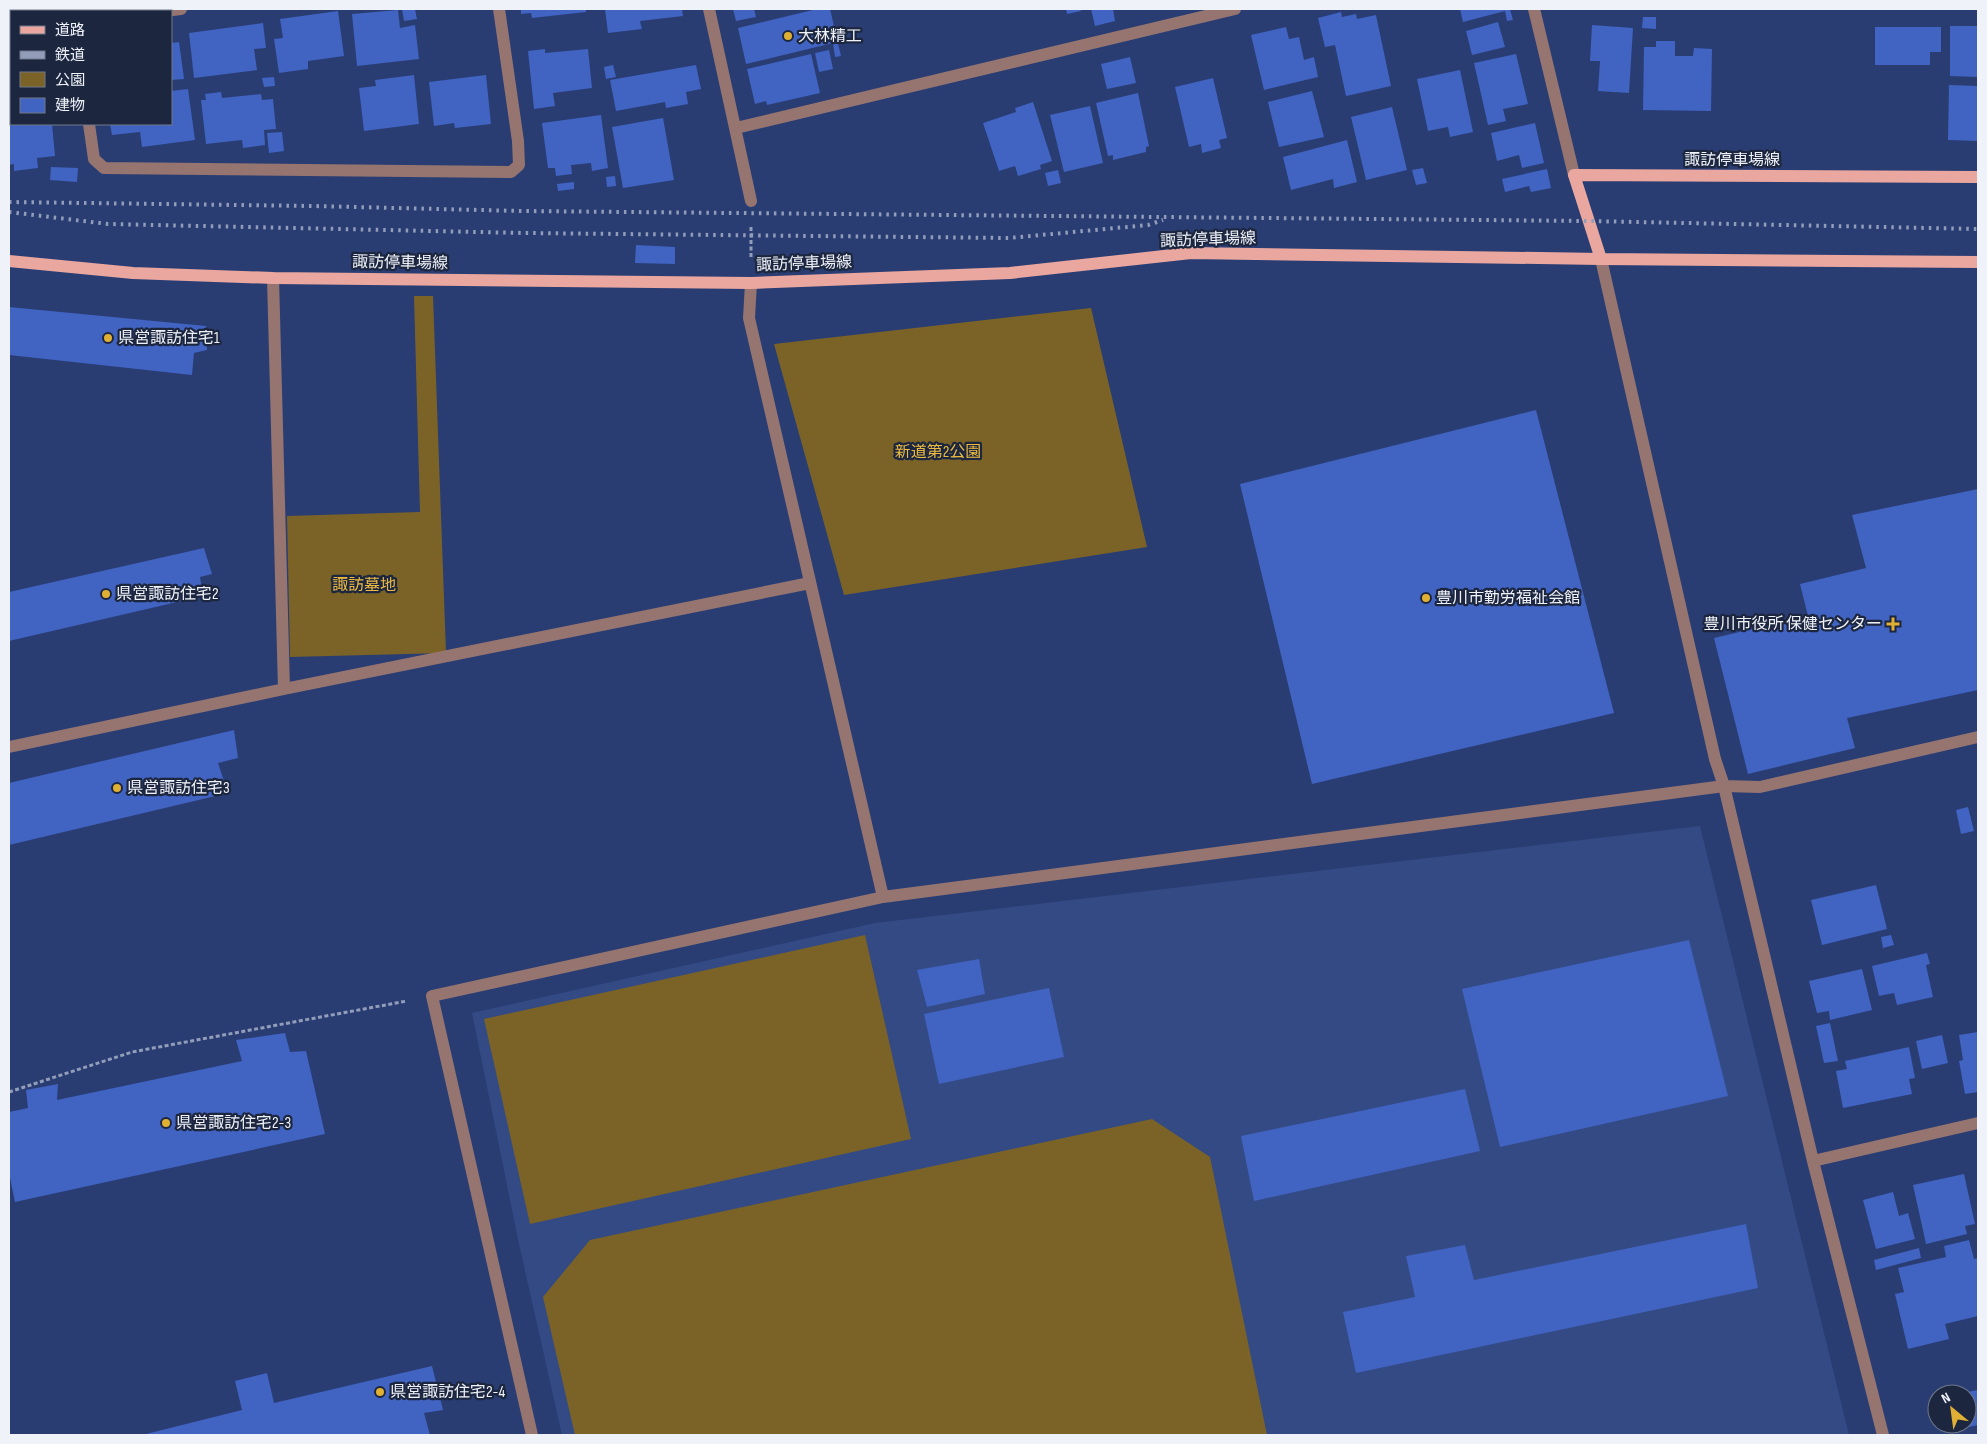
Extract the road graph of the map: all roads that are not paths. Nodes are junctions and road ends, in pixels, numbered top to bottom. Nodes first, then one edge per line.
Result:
1 (499, 9) edge
2 (709, 9) edge
3 (1235, 9) edge
4 (1534, 9) edge
5 (90, 125) edge
6 (736, 128) junction
7 (1574, 175) junction
8 (1978, 177) edge
9 (751, 201) road end
10 (1601, 259) junction
11 (9, 261) edge
12 (1978, 262) edge
13 (273, 278) junction
14 (751, 283) junction
15 (810, 583) junction
16 (284, 689) junction
17 (1978, 737) edge
18 (9, 747) edge
19 (1724, 786) junction
20 (883, 897) junction
21 (1978, 1123) edge
22 (1813, 1161) junction
23 (532, 1435) edge
24 (1883, 1435) edge

1 - 5 street
2 - 6 street
3 - 6 street
4 - 7 street
6 - 9 street
7 - 8 main road, 諏訪停車場線
7 - 10 main road
10 - 12 main road, 諏訪停車場線
10 - 14 main road, 諏訪停車場線
10 - 19 street
11 - 13 main road, 諏訪停車場線
13 - 14 main road, 諏訪停車場線
13 - 16 street
14 - 15 street
15 - 16 street
15 - 20 street
16 - 18 street
17 - 19 street
19 - 20 street
19 - 22 street
20 - 23 street
21 - 22 street
22 - 24 street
########################################
• _WORK INSTRUCTION_
Your answer must be an exact copy of the data above, minus its pictures.

• _YOUR SOLUTION_
Extract the road graph of the map: all roads that are not paths. Nodes are junctions and road ends, in pixels, numbered top to bottom. Nodes first, then one edge per line.
Result:
1 (499, 9) edge
2 (709, 9) edge
3 (1235, 9) edge
4 (1534, 9) edge
5 (90, 125) edge
6 (736, 128) junction
7 (1574, 175) junction
8 (1978, 177) edge
9 (751, 201) road end
10 (1601, 259) junction
11 (9, 261) edge
12 (1978, 262) edge
13 (273, 278) junction
14 (751, 283) junction
15 (810, 583) junction
16 (284, 689) junction
17 (1978, 737) edge
18 (9, 747) edge
19 (1724, 786) junction
20 (883, 897) junction
21 (1978, 1123) edge
22 (1813, 1161) junction
23 (532, 1435) edge
24 (1883, 1435) edge

1 - 5 street
2 - 6 street
3 - 6 street
4 - 7 street
6 - 9 street
7 - 8 main road, 諏訪停車場線
7 - 10 main road
10 - 12 main road, 諏訪停車場線
10 - 14 main road, 諏訪停車場線
10 - 19 street
11 - 13 main road, 諏訪停車場線
13 - 14 main road, 諏訪停車場線
13 - 16 street
14 - 15 street
15 - 16 street
15 - 20 street
16 - 18 street
17 - 19 street
19 - 20 street
19 - 22 street
20 - 23 street
21 - 22 street
22 - 24 street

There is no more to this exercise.